**What you are asked to do**
Your answer should be every line from the records that contains "points".

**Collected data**

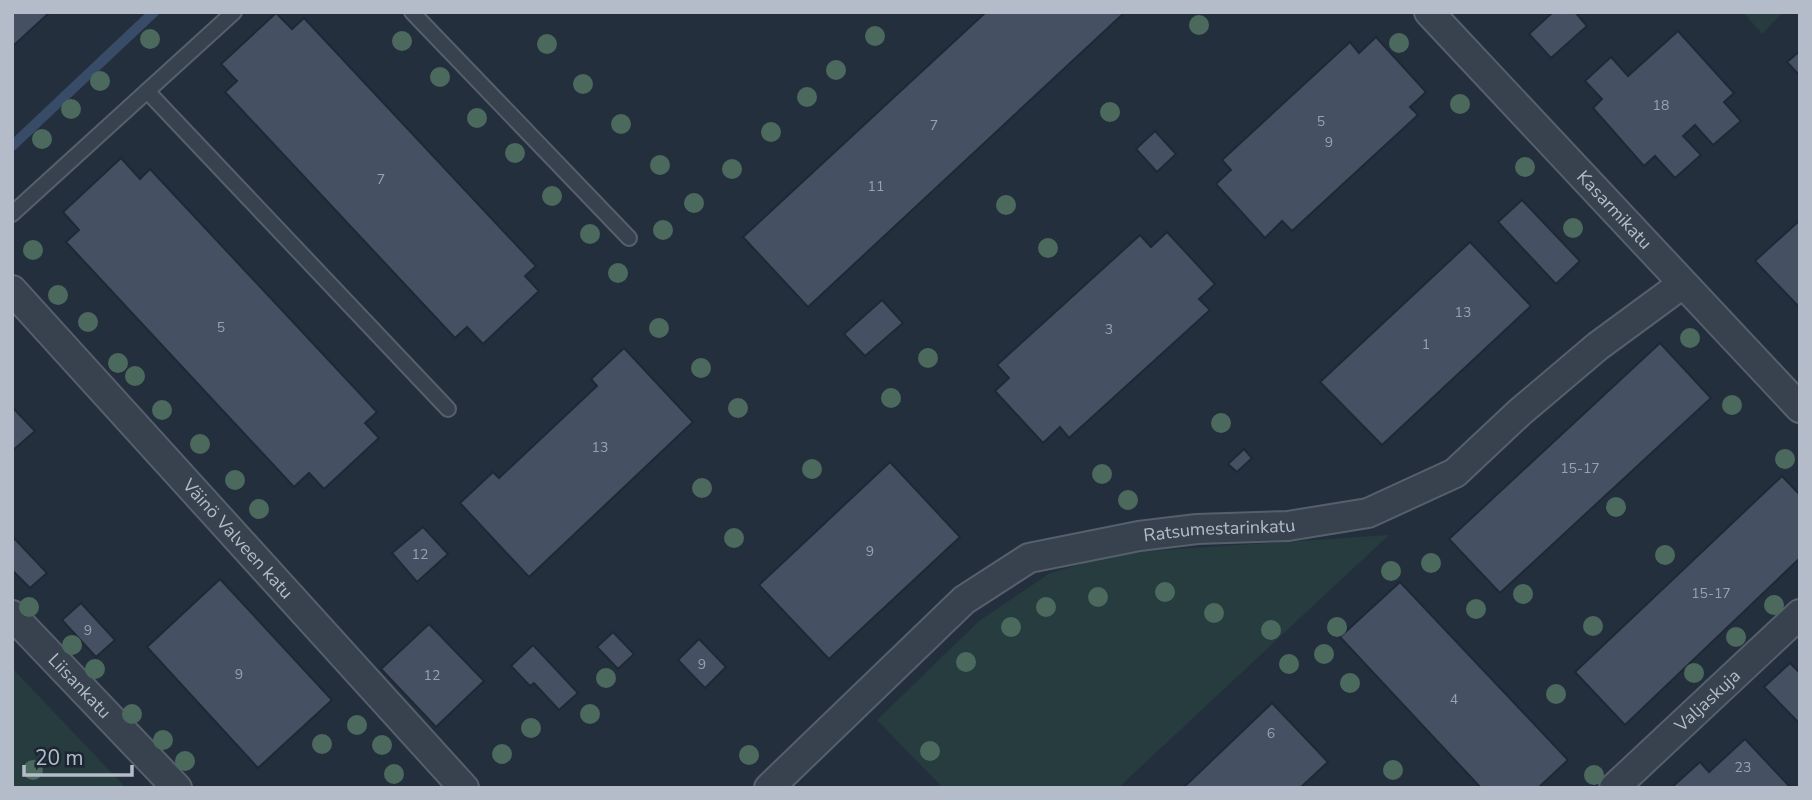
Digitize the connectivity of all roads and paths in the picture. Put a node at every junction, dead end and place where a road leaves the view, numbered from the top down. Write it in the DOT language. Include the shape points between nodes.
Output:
graph roads {
  1 [pos="234,12"];
  2 [pos="412,12"];
  3 [pos="1429,12"];
  4 [pos="147,92"];
  5 [pos="12,214"];
  6 [pos="629,238"];
  7 [pos="1681,285"];
  8 [pos="12,290"];
  9 [pos="1797,401"];
  10 [pos="448,409"];
  11 [pos="1800,614"];
  12 [pos="12,615"];
  13 [pos="177,788"];
  14 [pos="464,788"];
  15 [pos="769,788"];
  16 [pos="1614,788"];
  1 -- 4 [label="lane"];
  2 -- 6 [label="lane"];
  3 -- 7 [label="street, Kasarmikatu"];
  4 -- 5 [label="lane"];
  4 -- 10 [label="lane"];
  7 -- 9 [label="street, Kasarmikatu"];
  7 -- 15 [label="street, Ratsumestarinkatu" via="1598,346 1455,473 1368,513 1288,526 1139,536 1029,558 964,600"];
  8 -- 14 [label="street, Väinö Valveen katu"];
  11 -- 16 [label="street, Valjaskuja"];
  12 -- 13 [label="street, Liisankatu"];
}
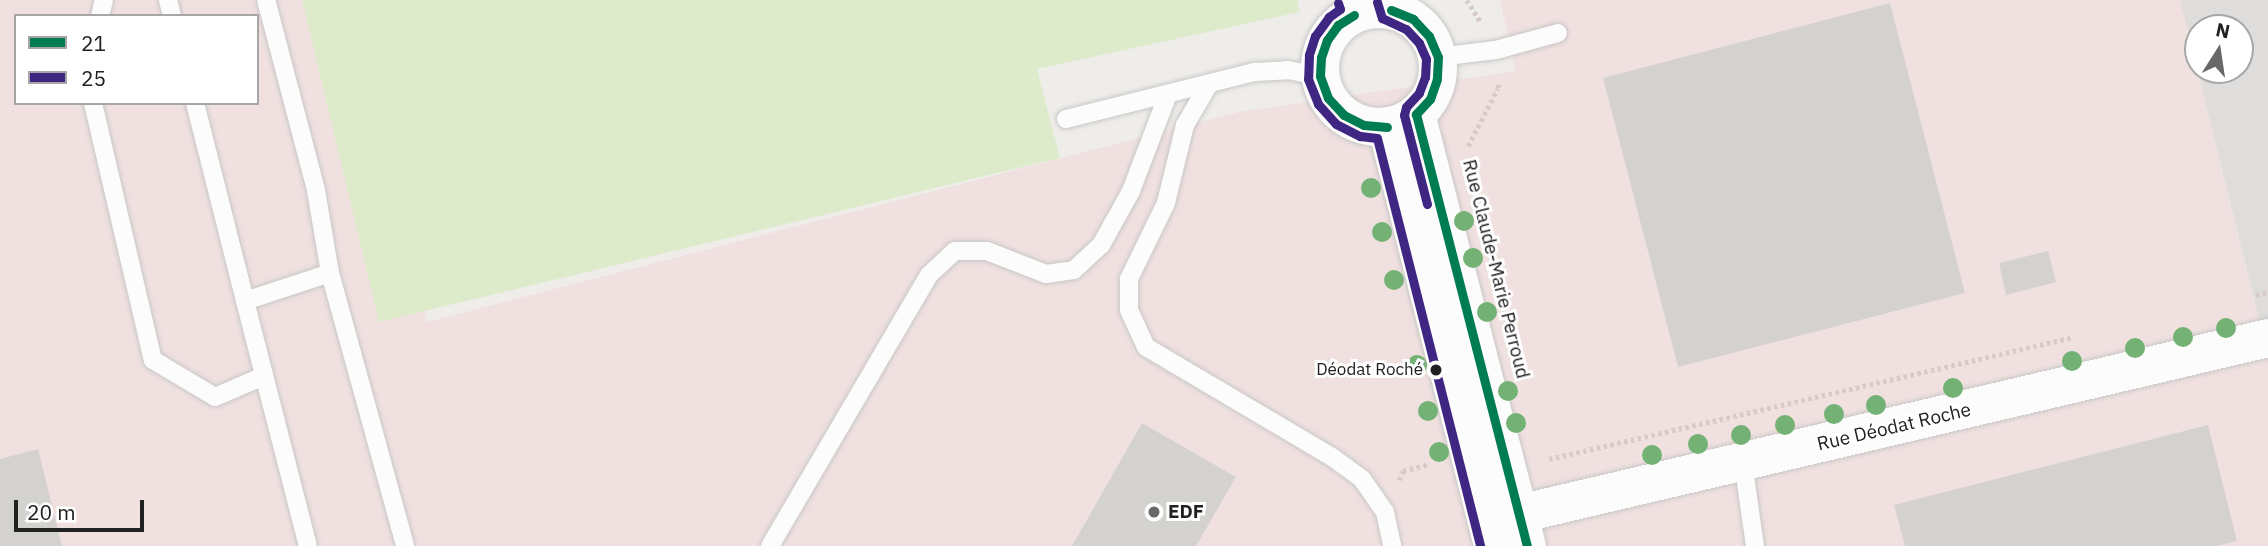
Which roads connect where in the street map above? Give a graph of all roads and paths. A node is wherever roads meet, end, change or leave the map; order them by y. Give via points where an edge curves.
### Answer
1 (266, 0) edge
2 (1467, 0) edge
3 (1390, 5) edge
4 (1352, 7) edge
5 (1558, 33) dead end
6 (1496, 50) junction
7 (1438, 57) junction
8 (1320, 76) junction
9 (1209, 84) junction
10 (1168, 94) junction
11 (93, 105) edge
12 (196, 105) edge
13 (1066, 119) dead end
14 (1401, 120) junction
15 (1466, 152) dead end
16 (330, 273) junction
17 (2268, 292) edge
18 (2255, 295) dead end
19 (245, 301) junction
20 (2078, 336) dead end
21 (2268, 338) edge
22 (264, 376) junction
23 (1544, 447) dead end
24 (1549, 459) junction
25 (1743, 462) junction
26 (1557, 506) junction
27 (1523, 530) edge
28 (308, 546) edge
29 (405, 546) edge
30 (770, 546) edge
31 (1392, 546) edge
32 (1493, 546) edge
33 (1755, 546) edge

1 - 16 lane via 316,190
2 - 6 path, Rue Claude-Marie Perroud
3 - 4 street
3 - 7 street via 1429,36
4 - 8 street via 1327,40
5 - 6 lane
6 - 7 lane
6 - 15 path, Rue Claude-Marie Perroud via 1498,88
7 - 14 street via 1430,99
8 - 9 lane via 1288,69
8 - 14 street via 1328,98 1343,115 1364,125
9 - 10 lane
9 - 31 lane via 1185,125 1166,203 1129,279 1129,310 1146,347 1362,478 1385,512
10 - 13 lane
10 - 30 lane via 1131,191 1101,245 1074,270 1046,274 987,251 955,251 929,275
11 - 22 lane via 153,360 215,397
12 - 19 lane
14 - 27 street, Rue Claude-Marie Perroud
14 - 32 street
16 - 19 lane
16 - 29 lane
17 - 18 path
19 - 22 lane
20 - 24 path
21 - 25 street, Rue Déodat Roche
22 - 28 lane
23 - 24 path
24 - 26 path
25 - 26 street, Rue Déodat Roche
25 - 33 lane
26 - 27 street, Rue Déodat Roche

**Result of this task**
Digitize the connectivity of all roads and paths in the picture. Put a node at every junction, dead end and place where a road leaves the view, numbered from the top down. Write it in the DOT language. Include the shape points between nodes.
Which roads connect where in the street map above? Give a graph of all roads and paths. A node is wherever roads meet, end, change or leave the map; order them by y. Give via points where an edge curves.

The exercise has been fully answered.